Oleg Konstantinovich
Popov nasceu na antiga União Soviética no ano de 1930. Os seus pais não tinham
qualquer atividade relacionada com o circo ou o entretenimento, eram uma
família algo humilde.
Oleg Popov |
Aos catorze anos, Oleg
entrou na escola de circo de Moscovo e iniciou-se em truques de malabarismo e
em equilibrismo na corda. Após cinco anos de aprendizagem intensiva, o
jovem Oleg foi recrutado para a companhia de circo do Estado e a sua carreira
começa. Em 1954, o palhaço que fazia de cabeça de cartaz da companhia sofreu
uma lesão no braço e Popov tomou o seu lugar, nunca mais o largando até ao segundo
dia deste novembro de 2016.
Em 1956, foi a cara de
uma tournée internacional da companhia de circo estatal: a primeira viagem
além-fronteiras, que visava levar ao resto do mundo uma imagem menos cinzenta
do regime soviético. O pontual espírito de abertura sucedeu-se durante o
período de liderança de Nikita Khrushchev.

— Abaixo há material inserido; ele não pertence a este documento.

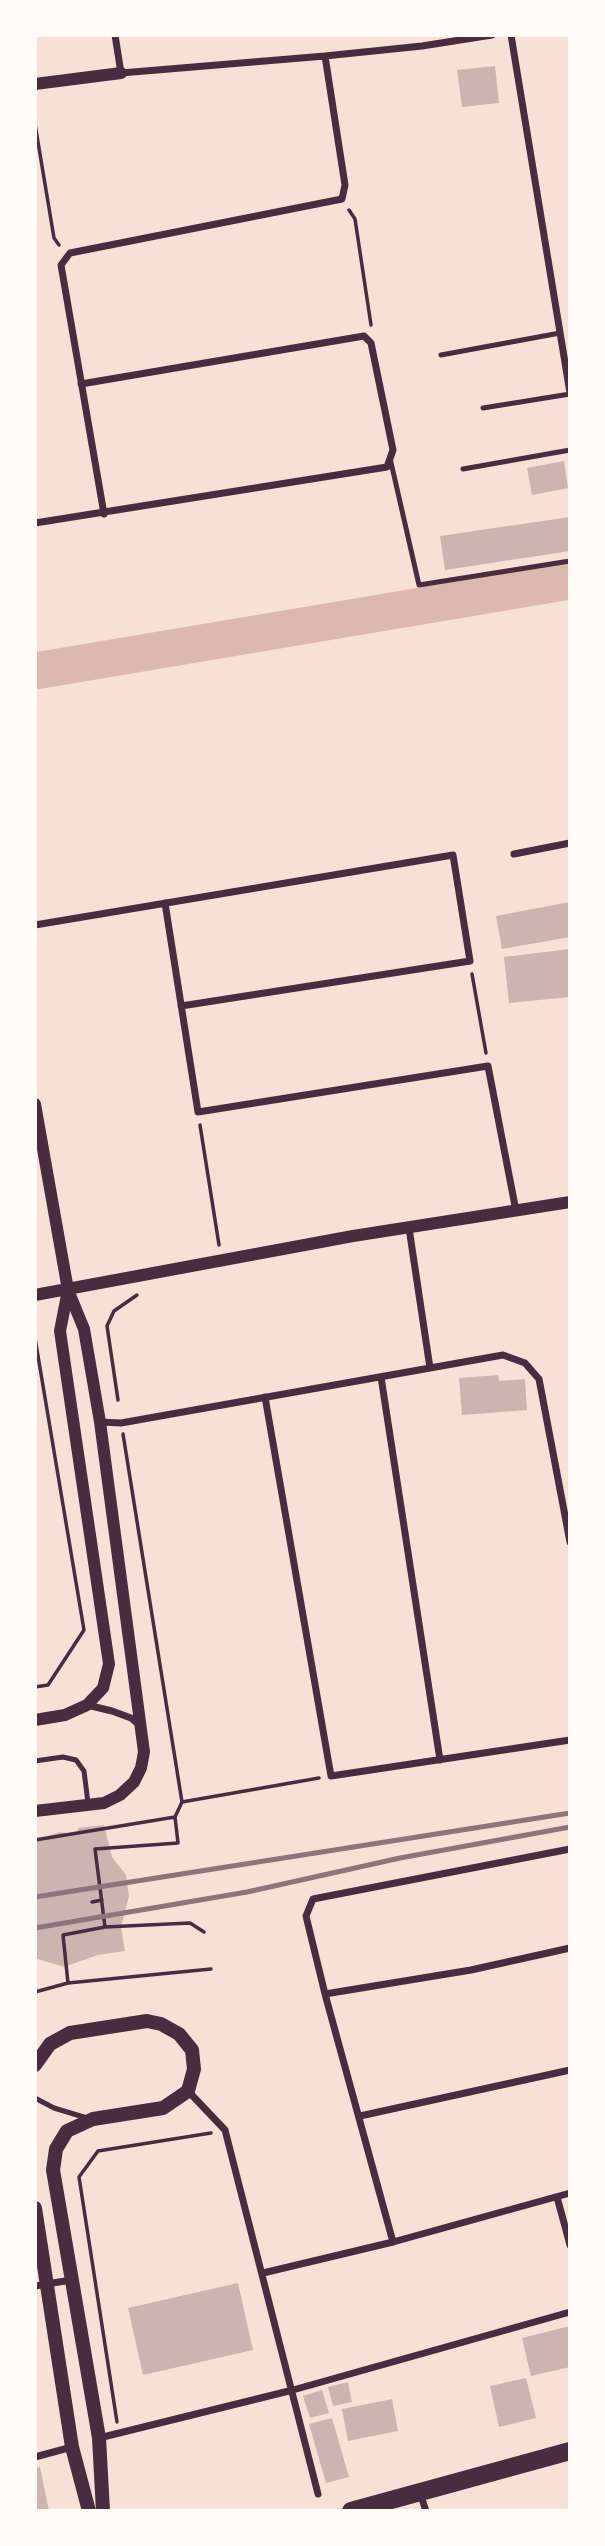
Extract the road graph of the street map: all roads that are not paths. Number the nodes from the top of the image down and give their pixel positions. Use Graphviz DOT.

O destino foi a Europa Ocidental. As
idas ao estrangeiro foram-se propagando e o protagonismo de Popov crescendo. O
facto de o público russo preferir o entretenimento com animais e as plateias a
Oeste darem prioridade a artistas como ele, terá contribuído para a sua
ascensão no meio circense. Ainda o facto de o circo ter uma atividade altamente
profissionalizada na Rússia, com formação desde tenra idade, e, à época, ser
apenas um ofício familiar ou amador em França e Inglaterra, também fizeram de
Popov uma exceção.
Oleg Popov foi, neste
sentido, o embaixador mais sorridente da história da URSS, sendo estrela de
companhia durante mais de três décadas consecutivas e recebendo a mais alta
distinção cultural da União Soviética, a medalha de ‘Artista do Povo’, em 1969.
O seu estilo era
marcado pela naturalidade cómica, pouco eufórica e quase dócil, como se nos
conquistasse sem imposição. Tornou-se uma referência para arte circense, até
aos dias de hoje.
A personagem de Popov,
o seu palhaço-tipo, de peruca loira despenteada e nariz vermelho, mitificou-se.

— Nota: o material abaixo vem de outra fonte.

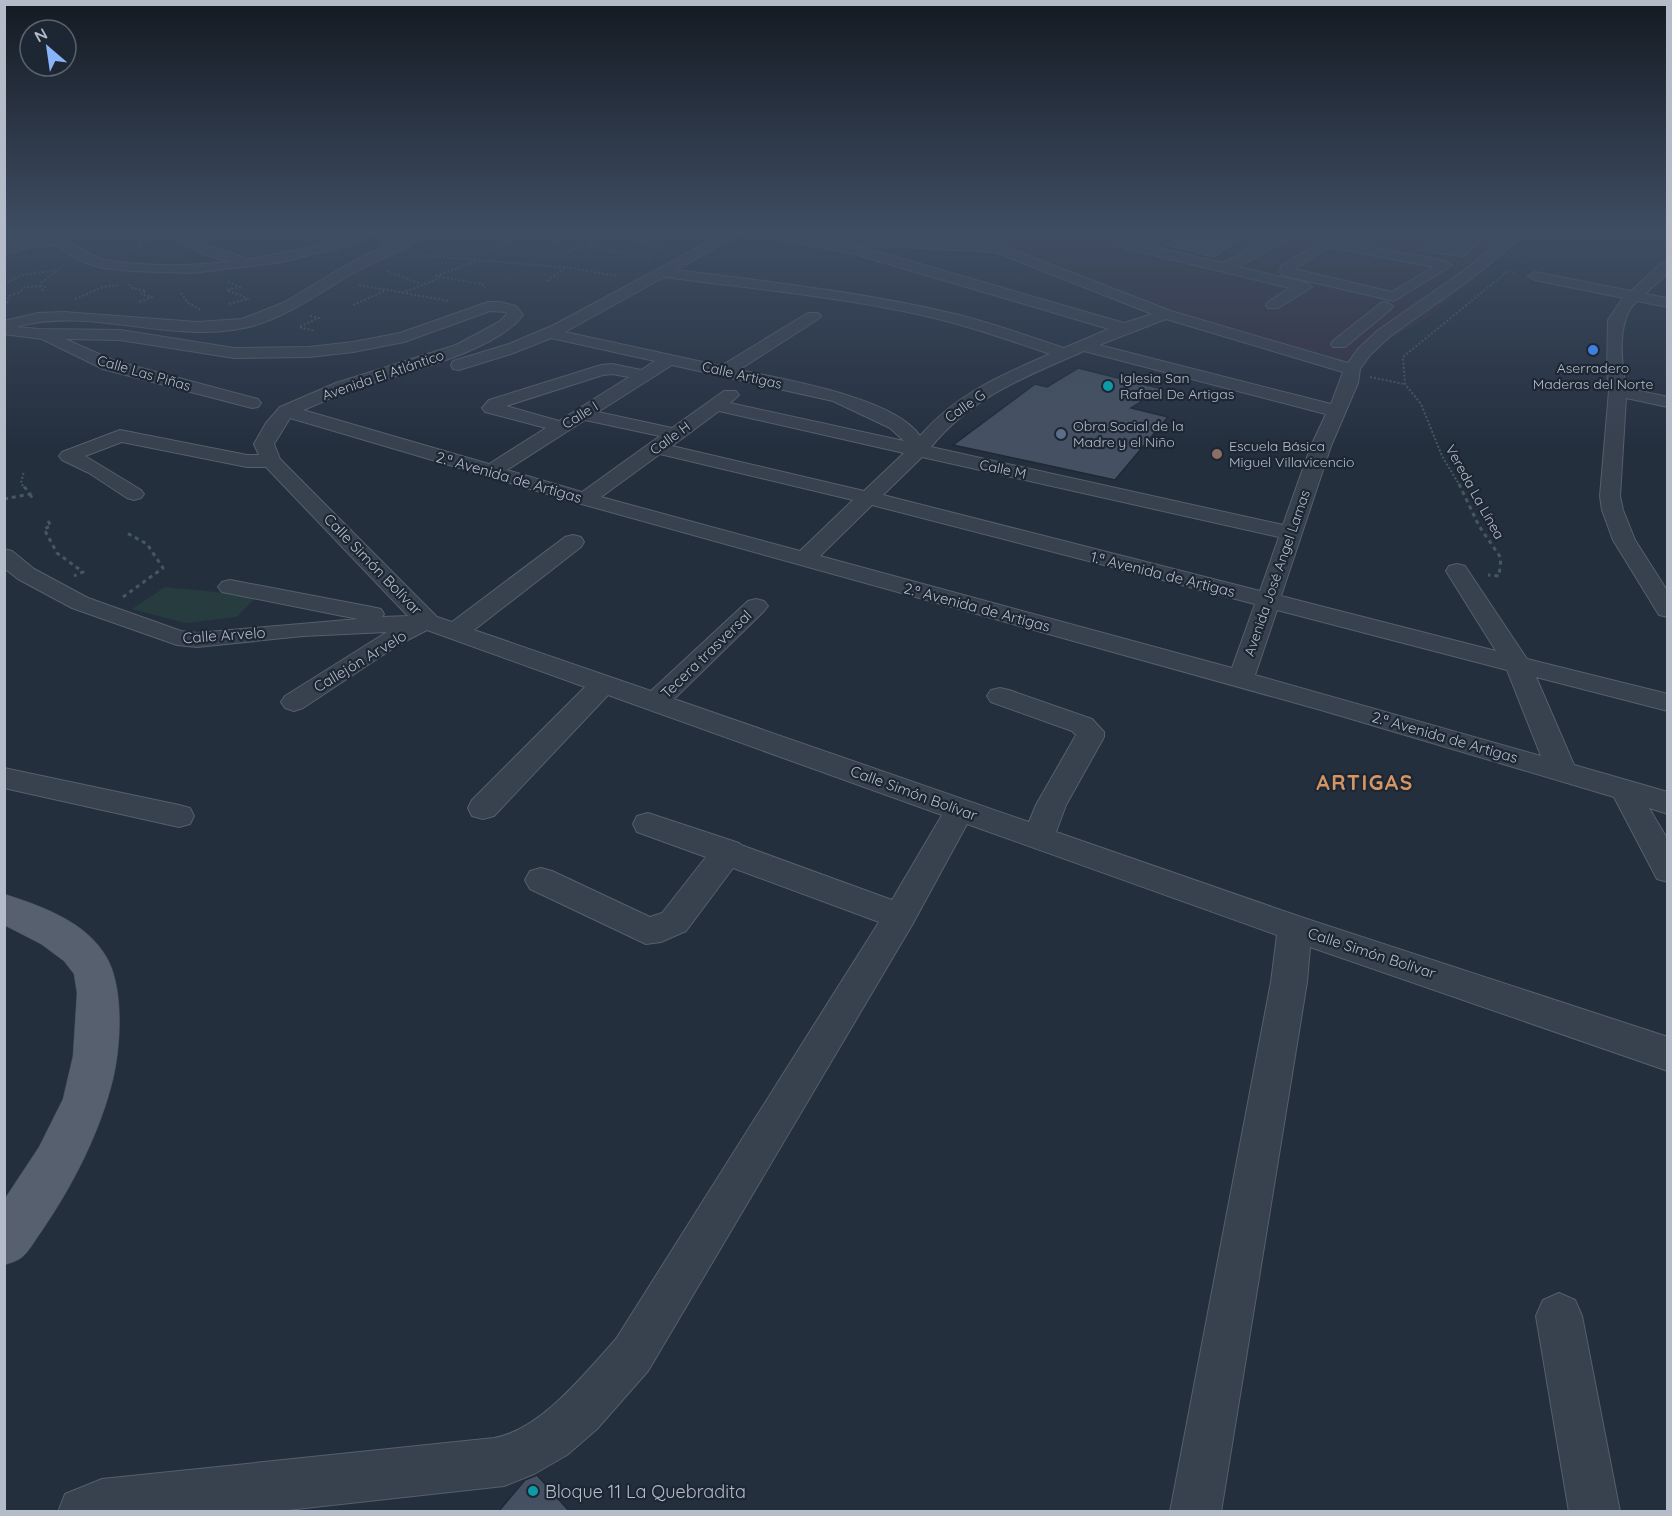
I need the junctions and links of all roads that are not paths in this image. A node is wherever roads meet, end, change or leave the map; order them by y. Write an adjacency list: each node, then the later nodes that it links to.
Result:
1 (296, 304): 11 (street)
2 (604, 304): 13 (street)
3 (882, 304): 16 (street)
4 (1041, 304): 12 (street)
5 (1141, 304): 9 (street)
6 (1377, 304): 14 (street)
7 (1426, 304): 20 (street, Avenida José Angel Lamas)
8 (1628, 304): 23 (street)
9 (1166, 314): 12 (street, Calle G); 20 (street)
10 (813, 316): 18 (street)
11 (38, 326): 26 (street, Calle Las Piñas); 29 (street, Avenida El Atlántico)
12 (1124, 328): 15 (street, Calle G)
13 (549, 333): 17 (street, Calle Artigas); 27 (street)
14 (1340, 344)
15 (1084, 346): 16 (street, Calle G); 30 (street)
16 (1065, 354): 24 (street, Calle G)
17 (670, 359): 18 (street, Calle Artigas); 21 (street, Calle I)
18 (725, 371): 22 (street, Calle Artigas)
19 (988, 372): 24 (street)
20 (1352, 372): 30 (street, Avenida José Angel Lamas)
21 (643, 375): 31 (street, Calle I); 32 (street)
22 (754, 378): 28 (street, Calle H); 35 (street, Calle Artigas)
23 (1618, 391): 25 (street); 50 (street)
24 (973, 398): 35 (street, Calle G)
25 (1668, 402)
26 (252, 403)
27 (337, 403)
28 (715, 405): 33 (street, Calle H); 35 (street, Calle M)
29 (286, 411): 36 (street); 37 (street, 2.ª Avenida de Artigas)
30 (1337, 411): 41 (street, Avenida José Angel Lamas)
31 (583, 414): 32 (street, Calle I); 33 (street)
32 (562, 427): 37 (street, Calle I)
33 (676, 434): 34 (street, Calle H)
34 (657, 448): 39 (street, 1.ª Avenida de Artigas); 40 (street, Calle H)
35 (918, 450): 39 (street, Calle G); 41 (street, Calle M)
36 (271, 461): 38 (street); 51 (street, Calle Simón Bolívar)
37 (490, 471): 40 (street, 2.ª Avenida de Artigas)
38 (134, 494)
39 (869, 498): 44 (street, Calle G); 48 (street, 1.ª Avenida de Artigas)
40 (585, 499): 44 (street, 2.ª Avenida de Artigas)
41 (1291, 533): 48 (street, Avenida José Angel Lamas)
42 (573, 542): 52 (street)
43 (4, 556): 46 (street, Calle Arvelo)
44 (804, 559): 54 (street, 2.ª Avenida de Artigas)
45 (1457, 571): 53 (street)
46 (15, 578): 51 (street, Calle Arvelo)
47 (230, 587): 51 (street)
48 (1269, 600): 53 (street, 1.ª Avenida de Artigas); 54 (street, Avenida José Angel Lamas)
49 (756, 606): 58 (street, Tecera trasversal)
50 (1668, 610)
51 (416, 622): 52 (street, Calle Simón Bolívar); 57 (street, Callejón Arvelo)
52 (457, 630): 55 (street, Calle Simón Bolívar)
53 (1517, 663): 59 (street, 1.ª Avenida de Artigas); 60 (street)
54 (1241, 679): 60 (street, 2.ª Avenida de Artigas)
55 (604, 683): 58 (street, Calle Simón Bolívar); 64 (street)
56 (1000, 696): 68 (street)
57 (294, 702)
58 (656, 702): 65 (street, Calle Simón Bolívar)
59 (1668, 703)
60 (1562, 771): 62 (street, 2.ª Avenida de Artigas)
61 (4, 778): 66 (street)
62 (1624, 791): 63 (street, 2.ª Avenida de Artigas); 70 (street)
63 (1668, 803)
64 (483, 808)
65 (960, 810): 68 (street, Calle Simón Bolívar); 73 (street)
66 (179, 816)
67 (648, 824): 69 (street)
68 (1040, 837): 74 (street, Calle Simón Bolívar)
69 (728, 851): 71 (street); 73 (street)
70 (1668, 870)
71 (541, 880)
72 (4, 909): 76 (main road)
73 (900, 916): 78 (street)
74 (1295, 928): 75 (street, Calle Simón Bolívar); 79 (street)
75 (1668, 1054)
76 (4, 1240)
77 (1559, 1316): 80 (street)
78 (83, 1512)
79 (1196, 1512)
80 (1594, 1512)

Popov era capaz de acrobacias, equilibrismos, malabarismos e mimíca. Esta
última era a sua especialidade.
O atual ministro da
Cultura russo apresentou as suas condolências em comunicado oficial,
considerando que Popov «havia conseguido criar esta imagem única de um palhaço
excêntrico, capaz de iluminar (o circo) aparecendo apenas uma vez. Cada uma de
suas atuações era uma festa».
Teresa Ricou, grande
impulsionadora da escola Chapitô, foi uma das últimas pessoas a encontrar-se
com Popov:
«Foi um grande
contributo para o mundo do espetáculo de circo. Privei e participei muito com
ele desde há cinquenta anos. Era um grande homem da comédia, do humor e do
circo, do mundo dos palhaços, que é uma profissão», palavras da própria Ricou.

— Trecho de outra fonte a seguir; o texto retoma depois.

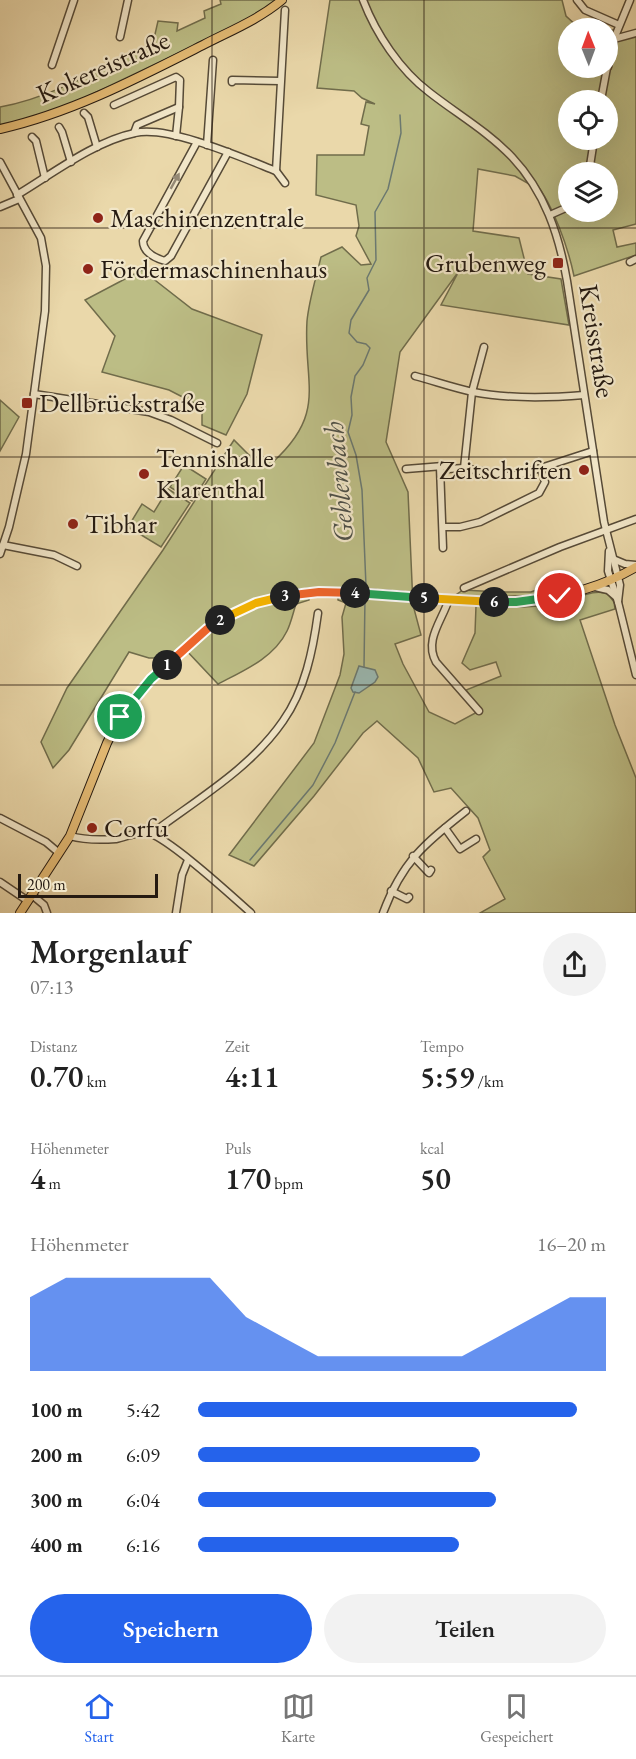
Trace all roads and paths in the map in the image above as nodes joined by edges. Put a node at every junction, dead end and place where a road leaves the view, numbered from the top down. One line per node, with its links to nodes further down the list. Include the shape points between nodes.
1 (74, 0): 13 (street)
2 (128, 0): 10 (street)
3 (282, 0): 20 (main road, Kokereistraße, via 255,20 118,86 47,116)
4 (363, 0): 36 (street, Kreisstraße, via 401,64 428,91 480,128 513,158)
5 (577, 0): 8 (street, via 585,10)
6 (630, 0): 8 (street)
7 (285, 10): 14 (street)
8 (619, 26)
9 (636, 33): 11 (street)
10 (120, 37)
11 (618, 38)
12 (213, 60): 25 (street)
13 (52, 65)
14 (280, 81): 15 (street); 30 (street)
15 (232, 82)
16 (114, 105): 17 (street, via 176,77 180,80)
17 (179, 107): 21 (street, via 137,125); 23 (street)
18 (84, 112): 26 (street)
19 (59, 127): 29 (street)
20 (0, 129)
21 (134, 133): 23 (street, via 153,131); 26 (street)
22 (32, 136): 31 (street)
23 (176, 136): 24 (street)
24 (197, 142): 25 (street); 27 (street, one-way to 24, via 165,261 147,250 143,241)
25 (207, 145): 27 (street)
26 (97, 147): 29 (street)
27 (228, 152): 30 (street)
28 (0, 162): 33 (street)
29 (71, 162): 31 (street)
30 (276, 171): 32 (street)
31 (45, 178): 33 (street)
32 (285, 183)
33 (18, 197): 34 (street); 40 (street, via 41,238 46,259 45,312)
34 (0, 207)
35 (558, 211): 36 (street)
36 (550, 215): 41 (street, Kreisstraße, via 563,257)
37 (484, 347): 39 (street)
38 (415, 376): 39 (street)
39 (472, 392): 41 (street, via 515,397); 45 (street)
40 (34, 394): 42 (street, via 149,412); 51 (street, via 26,453)
41 (584, 395): 43 (street, Kreisstraße)
42 (217, 442)
43 (593, 452): 46 (street); 50 (street, Kreisstraße)
44 (440, 467): 45 (street); 47 (street); 49 (street)
45 (464, 468): 46 (street, via 509,476)
46 (541, 468): 49 (street, via 545,486 539,493 480,522)
47 (406, 469)
48 (636, 519): 50 (street)
49 (443, 527): 53 (street)
50 (606, 530): 52 (street, Kreisstraße); 60 (street)
51 (3, 545): 54 (street); 56 (street, via 63,558)
52 (609, 545): 55 (street, Kreisstraße); 58 (street, Kreisstraße, via 608,571)
53 (443, 548)
54 (0, 554)
55 (613, 559): 57 (street); 58 (street, Kreisstraße)
56 (77, 566)
57 (636, 566): 58 (main road)
58 (614, 578): 59 (main road); 62 (street, Kreisstraße, via 620,588)
59 (595, 587): 61 (main road, via 516,602); 62 (street, via 608,590)
60 (464, 588)
61 (449, 599): 65 (street, via 431,649 436,663); 70 (main road, via 308,592 256,603 219,621 151,679 128,706 107,743)
62 (618, 601): 64 (street, Kreisstraße)
63 (318, 613): 69 (street, via 303,681 273,735 245,764)
64 (636, 675)
65 (479, 711)
66 (466, 812): 68 (street)
67 (0, 818): 72 (street)
68 (445, 828): 71 (street, via 460,849); 73 (street)
69 (151, 834): 70 (street, via 105,839); 74 (street)
70 (70, 836): 72 (main road)
71 (476, 839)
72 (59, 853): 79 (main road)
73 (413, 856): 75 (street, via 429,873); 77 (street)
74 (188, 860): 82 (street); 83 (street)
75 (431, 870)
76 (0, 882): 79 (street)
77 (391, 891): 78 (street); 84 (street)
78 (409, 897)
79 (30, 898): 80 (main road); 81 (street, via 44,904)
80 (20, 913)
81 (47, 913)
82 (176, 913)
83 (251, 913)
84 (383, 913)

«Era também um artista muito completo na sua performance. Simbolizava uma velha
escola em que um palhaço tem que ter uma grande diversidade de técnicas. Nessa
velha escola, da União Soviética, era uma última luz que vai ser díficil de
reencontrar: não há muitos mais como ele e é uma enorme perda. A sua última
graça era ter pintado o mindinho de uma mão para assinalar qual era a mão
esquerda. Tomámos uma bebida há pouco tempo na Alemanha e estava ótimo», lamentou.
O espetáculo mais popular
do seu início de carreira, começava com
Popov numa tentativa de apanhar raios de
sol. O gesto valeu-lhe o cognome de ‘Sunshine clown’ por parte da imprensa.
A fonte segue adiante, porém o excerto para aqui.